E’ stato enorme il dibattito sulla chiusura di alcune scuole voluta dal sindaco di Como Alessandro Rapinese, in particolare la Corridoni di via Sinigaglia destinata quantomeno nelle intenzioni a diventare un autosilo; dibattito pubblico e politico ampiamente riportato in questi giorni a partire dall’ultimo consiglio comunale dove il sindaco ha parlato di “scuole cesso” e “stanze cucù”.
Così questa sera riceviamo e pubblichiamo un’articolata lettera aperta, dai toni molto fermi e altrettanto duri; è rivolta al primo cittadino e arriva dalla notissima Ledha sezione di Como (Lega per i diritti delle persone con disabilità) ed è firmata dal consiglio dell’associazione. Ecco il testo integrale senza sintesi:
Como, 09.10.2025
Lettera aperta al Sindaco di Como
Egregio Signor Sindaco,
Come rappresentanti di associazioni di persone (tra cui alunni e genitori) con disabilità, avremmo sperato di scriverle in un contesto diverso, per un’occasione di confronto e scambio costruttivo.

Purtroppo, le Sue ultime e reiterate dichiarazioni, relative alle condizioni delle scuole della città di Como, impongono invece di dare voce al nostro profondo sconcerto. Nello specifico, troviamo l’espressione “aule cucù”, da Lei utilizzata per descrivere gli spazi dedicati ai bambini con bisogni educativi speciali, alquanto fuori luogo e gratuitamente offensiva. Oltre che totalmente inaccettabile.

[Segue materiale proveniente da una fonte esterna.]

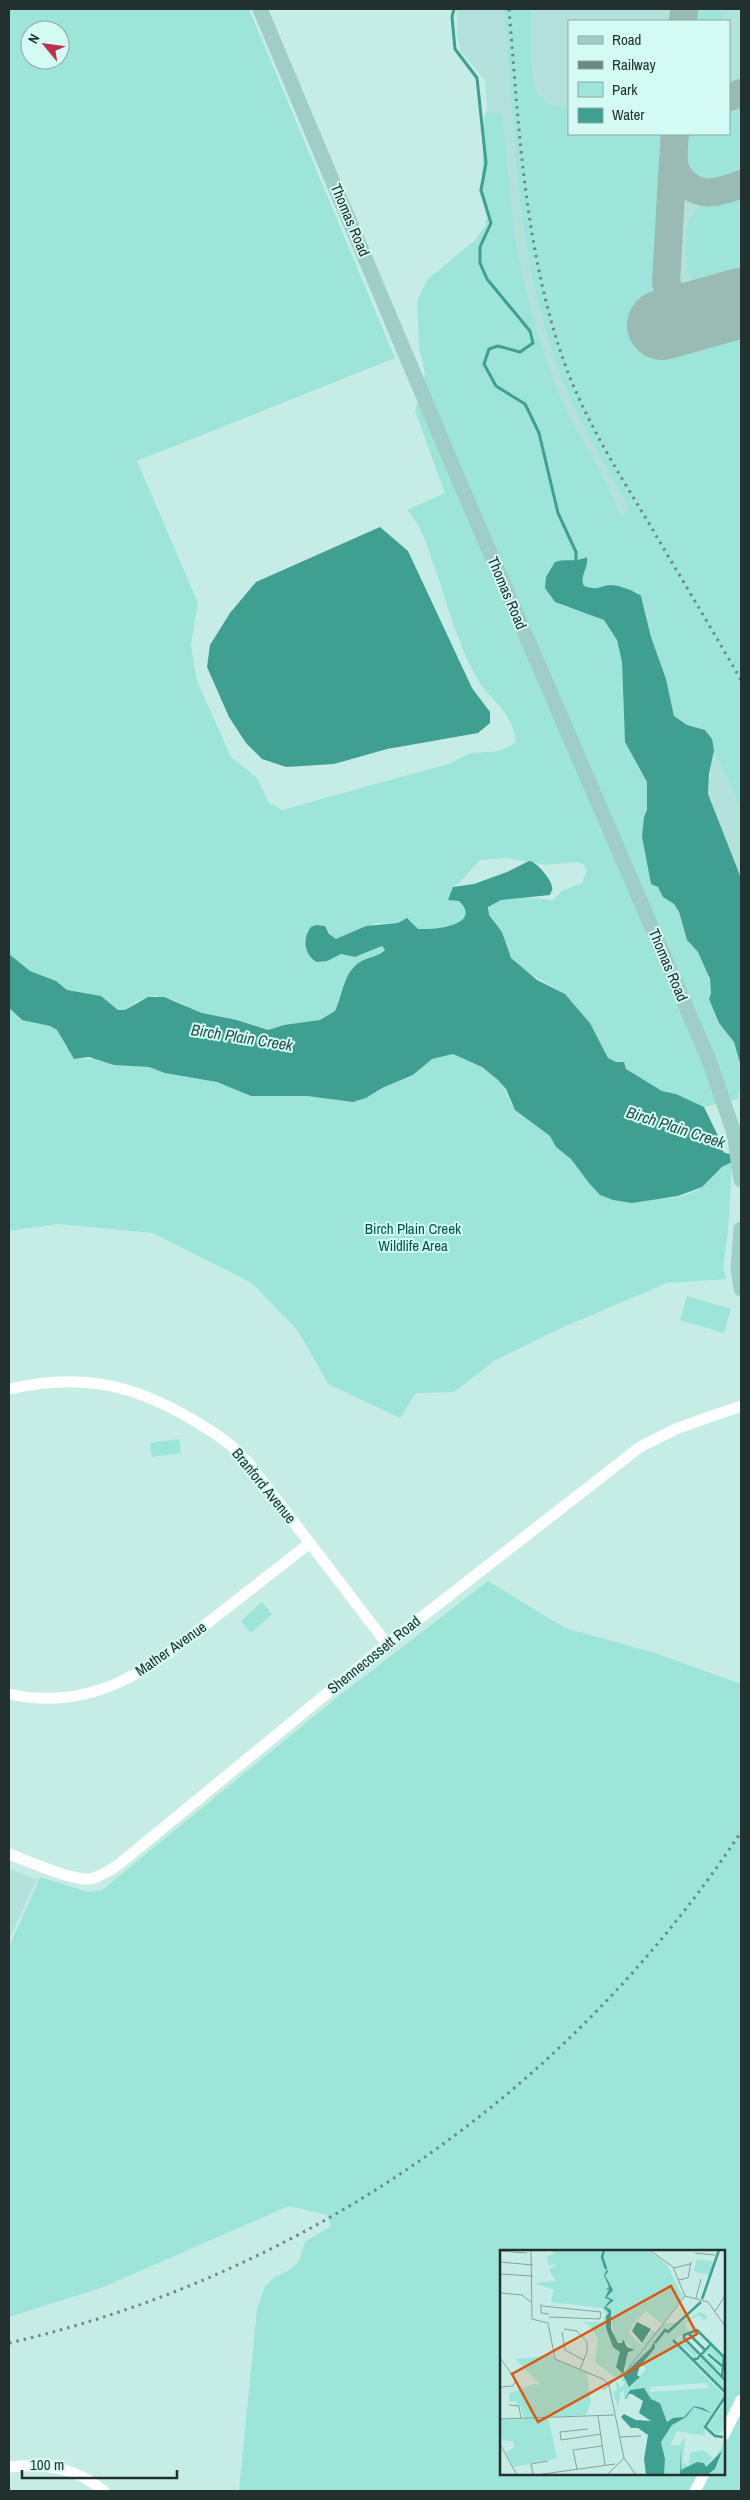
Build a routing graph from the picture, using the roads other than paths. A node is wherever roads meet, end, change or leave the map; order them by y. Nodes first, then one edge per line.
1 (260, 9) edge
2 (741, 1180) edge
3 (741, 1229) edge
4 (741, 1289) edge
5 (9, 1389) edge
6 (741, 1406) edge
7 (310, 1543) junction
8 (387, 1644) junction
9 (9, 1694) edge
10 (9, 1854) edge
11 (741, 2400) edge
12 (725, 2433) edge
13 (9, 2467) edge
14 (703, 2475) edge
15 (104, 2491) edge
16 (695, 2491) edge

1 - 2 main road, Thomas Road
3 - 4 main road
5 - 7 street, Branford Avenue
6 - 8 street, Shennecossett Road
7 - 8 street, Branford Avenue
7 - 9 street, Mather Avenue
8 - 10 street, Shennecossett Road
11 - 12 street
13 - 15 street
14 - 16 street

Parole di questo tipo non solo feriscono la sensibilità di molte famiglie, insegnanti e operatori, ma tradiscono una visione profondamente riduttiva del ruolo della scuola e del valore dell’inclusione, che si auspicherebbe fossero sostenuti e valorizzati da tutti, a partire dal Primo Cittadino.

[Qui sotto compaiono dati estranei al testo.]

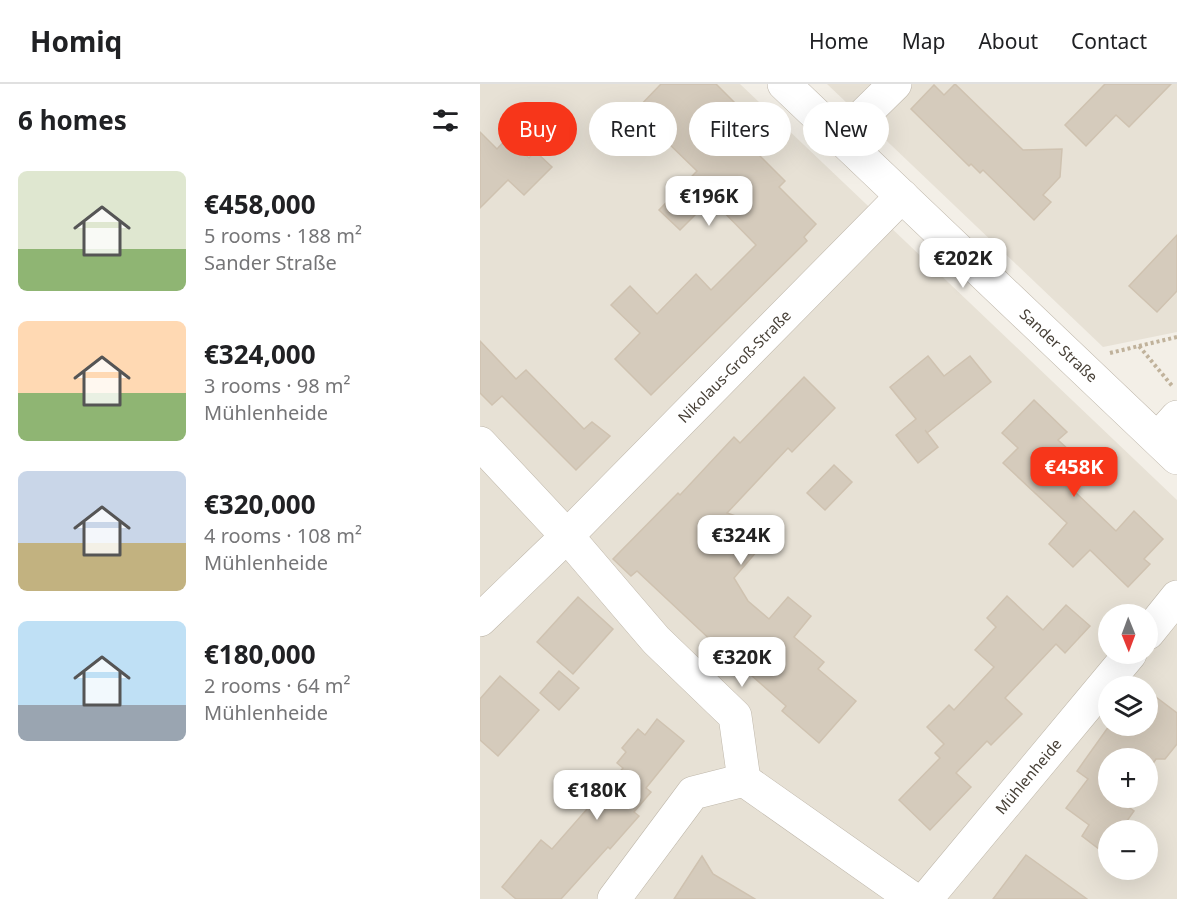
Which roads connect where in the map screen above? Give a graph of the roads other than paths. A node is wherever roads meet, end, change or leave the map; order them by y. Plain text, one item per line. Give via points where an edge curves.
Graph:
1 (784, 84) edge
2 (895, 84) edge
3 (803, 102) edge
4 (877, 102) edge
5 (859, 156) edge
6 (902, 196) junction
7 (1171, 437) edge
8 (480, 443) edge
9 (567, 536) junction
10 (1177, 597) edge
11 (480, 620) edge
12 (1158, 621) edge
13 (1122, 664) edge
14 (744, 780) junction
15 (614, 899) edge
16 (913, 899) edge
17 (926, 899) edge

1 - 3 street, Sander Straße
2 - 4 street
5 - 6 street, Sander Straße
6 - 7 street, Sander Straße via 1083,369
6 - 9 street, Nikolaus-Groß-Straße
8 - 9 street
9 - 11 street, Nikolaus-Groß-Straße
9 - 14 street via 656,640 735,716
10 - 12 street
13 - 17 street, Mühlenheide
14 - 15 street via 693,793
14 - 16 street

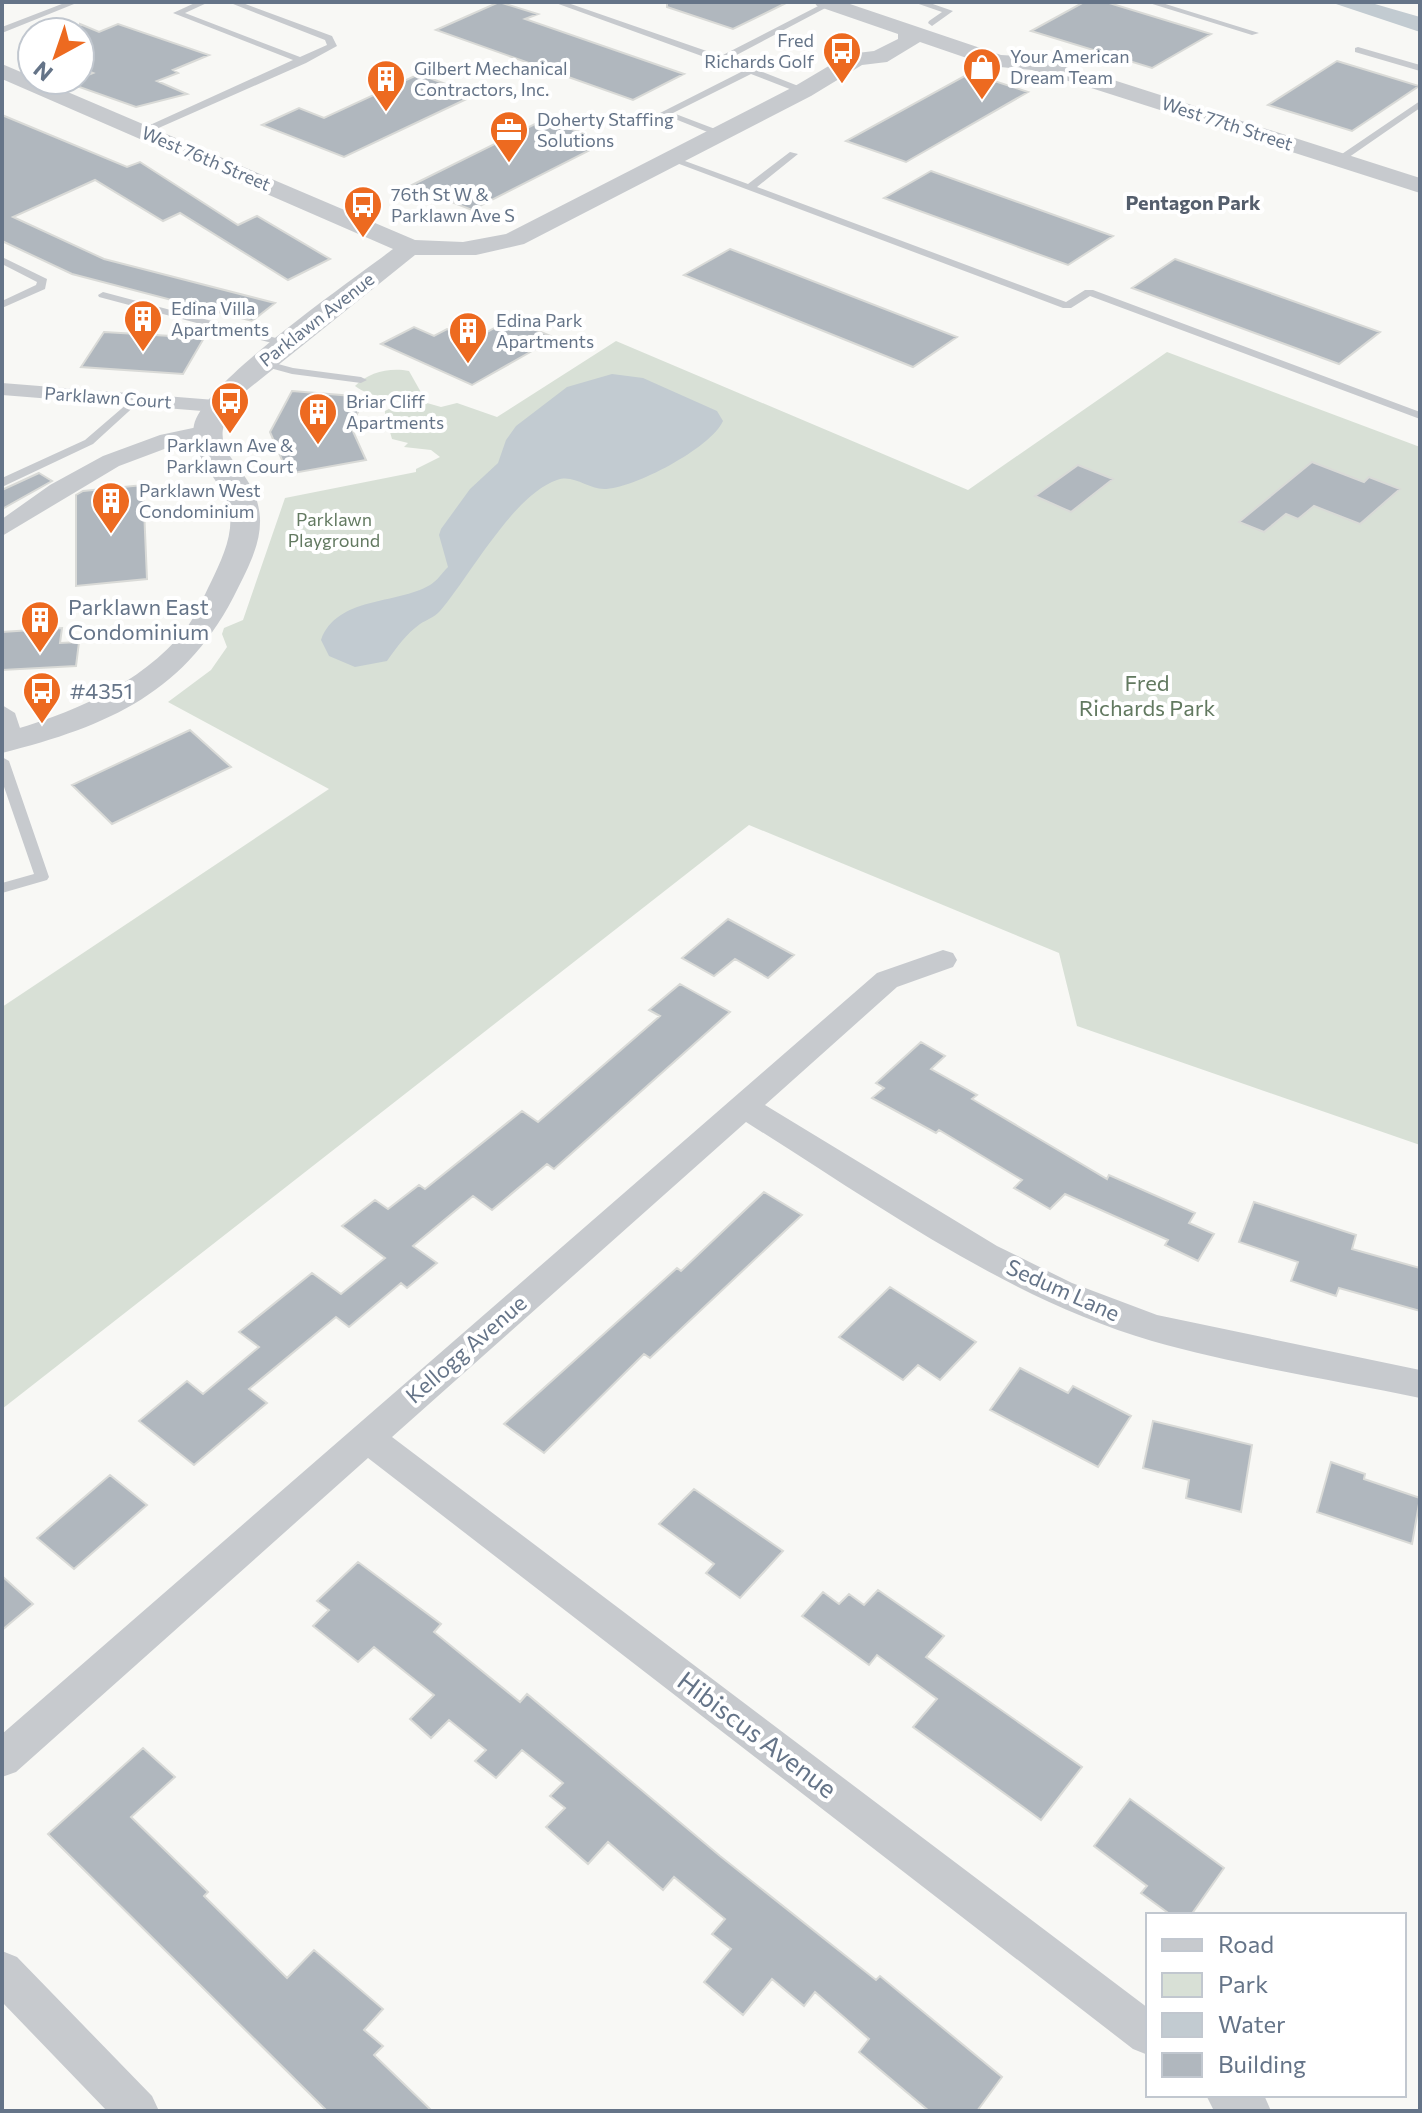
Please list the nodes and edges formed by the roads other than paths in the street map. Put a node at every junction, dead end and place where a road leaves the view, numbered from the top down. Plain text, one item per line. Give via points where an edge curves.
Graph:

Come Lei saprà, lo spazio, così come il tempo, rappresenta un elemento educativo fondamentale. L’aula, i laboratori, la palestra, la mensa – se ben progettati e organizzati – diventano luoghi educativi di apprendimento, in cui ogni bambino può sperimentare, esprimersi e sviluppare le proprie potenzialità. Se questo principio vale per tutti gli alunni, lo stesso assume ancora più valore per i bambini e le bambine con bisogni educativi speciali.

Non a caso, lo spazio, come luogo di apprendimento, è riconosciuto come uno dei pilastri del Reggio Emilia Approach, modello pedagogico riconosciuto a livello internazionale e spesso citato con orgoglio anche dalle Istituzioni della nostra città.
Anche per questo ci stupisce e rincresce che proprio il più alto rappresentante delle Istituzioni comasche ripieghi sull’uso di un linguaggio tanto superficiale quanto irrispettoso. Le parole hanno un peso specifico non indifferente, soprattutto quando provengono da chi dovrebbe guidare e rappresentare l’intera comunità. Non è un caso che le più recenti disposizioni normative (Decreto 62/2024) impongano di riscrivere il lessico di chi ha una disabilità o un bisogno educativo speciale. Una condizione che, ci teniamo a sottolineare, non fa venire meno il loro valore di persone, a cui garantire rispetto e tutele.

L’attività politica, lo sa bene per esperienza, si basa su un’efficace arte oratoria. Le parole scelte, il luogo in cui vengono espresse e le finalità per le quali si spendono, contano. Esse devono costruire, non ferire; devono includere, non escludere. Esattamente come dovrebbe fare una politica attenta e vicina ai bisogni della propria comunità. Non meno importante è per noi ricordarle che la legge che ha abolito le scuole speciali (Legge 517/1977) celebra tra poco il suo cinquantesimo anniversario. Un lasso di tempo sufficiente per comprendere che il posto degli alunni con disabilità è nelle classi, insieme ai loro compagni.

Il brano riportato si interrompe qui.